EXERCISE DETAILS:
In the records below, find the line holding "c.set_source_rgba(0, 0, 0, alpha" and the line holding "c.restore()". Set down both, with every line between them, exactly.

[Data records]

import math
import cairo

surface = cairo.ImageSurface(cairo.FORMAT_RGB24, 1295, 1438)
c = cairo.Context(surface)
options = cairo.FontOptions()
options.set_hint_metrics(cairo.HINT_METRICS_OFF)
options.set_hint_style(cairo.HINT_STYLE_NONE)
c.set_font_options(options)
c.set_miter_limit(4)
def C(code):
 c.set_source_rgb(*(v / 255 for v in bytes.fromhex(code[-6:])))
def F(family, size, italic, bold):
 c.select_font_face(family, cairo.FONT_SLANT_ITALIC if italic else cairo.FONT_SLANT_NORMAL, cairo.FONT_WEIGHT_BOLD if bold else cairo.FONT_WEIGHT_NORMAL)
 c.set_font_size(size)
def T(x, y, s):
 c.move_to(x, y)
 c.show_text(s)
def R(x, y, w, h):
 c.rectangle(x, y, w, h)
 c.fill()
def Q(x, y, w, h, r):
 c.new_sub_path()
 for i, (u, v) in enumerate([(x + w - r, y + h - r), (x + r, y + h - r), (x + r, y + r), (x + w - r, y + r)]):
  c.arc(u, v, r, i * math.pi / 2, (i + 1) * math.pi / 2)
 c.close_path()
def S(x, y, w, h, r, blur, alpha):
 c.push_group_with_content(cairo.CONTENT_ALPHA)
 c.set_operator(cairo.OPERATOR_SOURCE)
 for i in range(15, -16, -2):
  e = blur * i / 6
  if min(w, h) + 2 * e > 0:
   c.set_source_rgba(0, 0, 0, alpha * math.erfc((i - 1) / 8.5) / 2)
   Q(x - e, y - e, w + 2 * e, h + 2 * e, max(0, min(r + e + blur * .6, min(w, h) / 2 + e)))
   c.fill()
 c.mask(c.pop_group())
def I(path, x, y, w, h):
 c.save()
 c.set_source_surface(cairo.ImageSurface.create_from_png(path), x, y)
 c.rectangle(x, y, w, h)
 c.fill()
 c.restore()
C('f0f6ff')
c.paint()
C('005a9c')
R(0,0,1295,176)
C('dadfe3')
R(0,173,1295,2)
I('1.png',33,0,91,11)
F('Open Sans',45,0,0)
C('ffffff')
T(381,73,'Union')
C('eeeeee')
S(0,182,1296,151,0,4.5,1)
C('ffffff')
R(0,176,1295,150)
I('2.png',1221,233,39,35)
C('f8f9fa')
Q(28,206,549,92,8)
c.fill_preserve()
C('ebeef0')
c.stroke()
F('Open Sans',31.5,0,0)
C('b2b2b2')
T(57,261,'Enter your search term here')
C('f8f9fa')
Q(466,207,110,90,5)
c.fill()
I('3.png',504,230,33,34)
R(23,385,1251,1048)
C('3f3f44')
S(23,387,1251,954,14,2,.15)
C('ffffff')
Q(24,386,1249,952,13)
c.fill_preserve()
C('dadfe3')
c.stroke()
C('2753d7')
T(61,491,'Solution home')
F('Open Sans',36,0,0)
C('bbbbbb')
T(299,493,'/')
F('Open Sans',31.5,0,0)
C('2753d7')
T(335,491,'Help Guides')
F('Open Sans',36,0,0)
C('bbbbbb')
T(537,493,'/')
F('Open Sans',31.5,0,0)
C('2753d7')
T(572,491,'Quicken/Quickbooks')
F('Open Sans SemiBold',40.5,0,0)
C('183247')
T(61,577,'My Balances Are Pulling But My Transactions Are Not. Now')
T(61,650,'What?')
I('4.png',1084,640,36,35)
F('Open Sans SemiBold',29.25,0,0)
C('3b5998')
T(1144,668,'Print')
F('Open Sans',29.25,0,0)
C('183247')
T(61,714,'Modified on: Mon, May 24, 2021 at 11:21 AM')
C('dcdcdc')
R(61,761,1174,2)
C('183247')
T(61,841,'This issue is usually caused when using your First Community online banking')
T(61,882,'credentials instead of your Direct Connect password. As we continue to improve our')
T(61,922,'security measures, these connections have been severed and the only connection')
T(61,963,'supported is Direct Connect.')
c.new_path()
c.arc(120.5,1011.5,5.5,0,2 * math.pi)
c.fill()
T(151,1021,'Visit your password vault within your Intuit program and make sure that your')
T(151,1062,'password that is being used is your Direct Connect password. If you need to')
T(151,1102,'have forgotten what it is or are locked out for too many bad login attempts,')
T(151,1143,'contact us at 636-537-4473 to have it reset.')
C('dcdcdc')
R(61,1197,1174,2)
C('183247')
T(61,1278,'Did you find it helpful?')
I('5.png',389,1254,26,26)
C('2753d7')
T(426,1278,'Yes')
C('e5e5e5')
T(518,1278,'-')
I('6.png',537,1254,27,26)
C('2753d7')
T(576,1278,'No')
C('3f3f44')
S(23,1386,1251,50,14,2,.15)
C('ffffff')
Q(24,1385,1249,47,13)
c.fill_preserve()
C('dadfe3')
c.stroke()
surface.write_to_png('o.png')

OUTPUT OF THE EXERCISE:
   c.set_source_rgba(0, 0, 0, alpha * math.erfc((i - 1) / 8.5) / 2)
   Q(x - e, y - e, w + 2 * e, h + 2 * e, max(0, min(r + e + blur * .6, min(w, h) / 2 + e)))
   c.fill()
 c.mask(c.pop_group())
def I(path, x, y, w, h):
 c.save()
 c.set_source_surface(cairo.ImageSurface.create_from_png(path), x, y)
 c.rectangle(x, y, w, h)
 c.fill()
 c.restore()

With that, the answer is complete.